So, those are my specific study methods for the ‘Ukulele. But that isn’t all I’m going to do for the whole 2.5 years of my Hawai’i Walkabout. Here is a general timeline of what is ahead for me with the ‘Ukulele.

The timeline for my ‘Ukulele study plan

As I mentioned, this is really my plan for just the first 6 months or so. But that means I’ll have another 24 months after that to keep going.

Until Iʻm active with this practice and study, it is hard to say exactly what I’ll need to do 6 months from now, or what opportunities will present themselves.

But I do have a few ideas of potential options that I might pursue, such as …

  • Find a group class, like the one at Kapi’olani Community College or at one of the ‘Ukulele shops around town.
  • Get private instruction in a specific style or genre of music for the ‘Ukulele. There are lots of masters in Hawai’i so I’m guessing I might be able to find a good teacher.
  • Join a performance group. Assuming I get good enough I might be able to work with a group and get some regular chances to play. A little ensemble or band would be a fun way to build skills and improve.

And I’m sure other things will pop up too. But for now, I’m just focused on the immediate step of those four areas and the next 6 months.

How to follow along with my progress on the ‘Ukulele

Of course, if you’d like to see how I improve, then you’re in luck. I will be posting up regular progress videos on my YouTube channel. I will also send out a newsletter whenever a new video or update is released so make sure to sign up for that using the form down below.

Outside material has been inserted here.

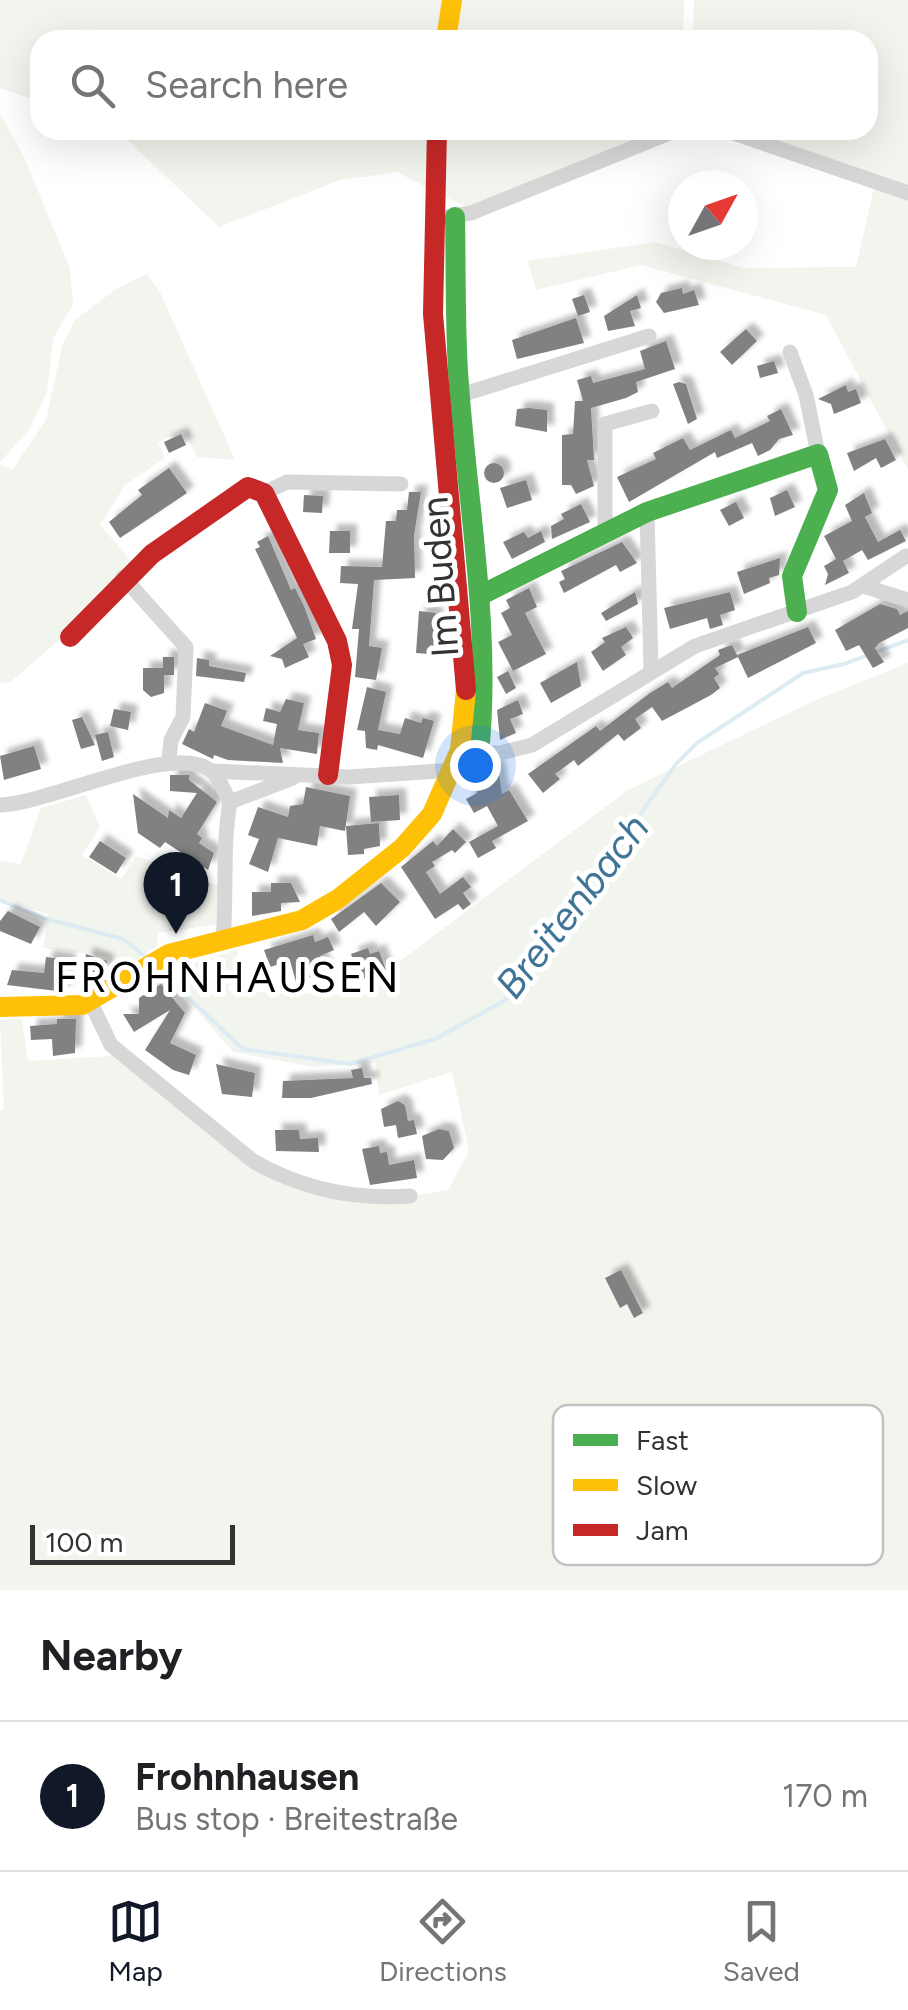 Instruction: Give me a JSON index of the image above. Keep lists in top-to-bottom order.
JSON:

And if you’re a social sort of person, then be sure to subscribe to my Instagram feed where I’ll be posting up snippets, pictures, and updates from my walkabouts and essential challenges, including my study of ‘Ukulele.

Oh! And before I forget, I’m releasing a bi-monthly podcast too! I’ll be sure to include updates and audio from my ‘Ukulele and Hawaiian language studies. Just click on the “Podcast” link in the navigation.

So, there you have it. My plan to study ‘Ukulele. If you have any suggestions or ideas on how you would approach a project like this, please comment below. I’d love to read your thoughts!

Until next time … See you around the!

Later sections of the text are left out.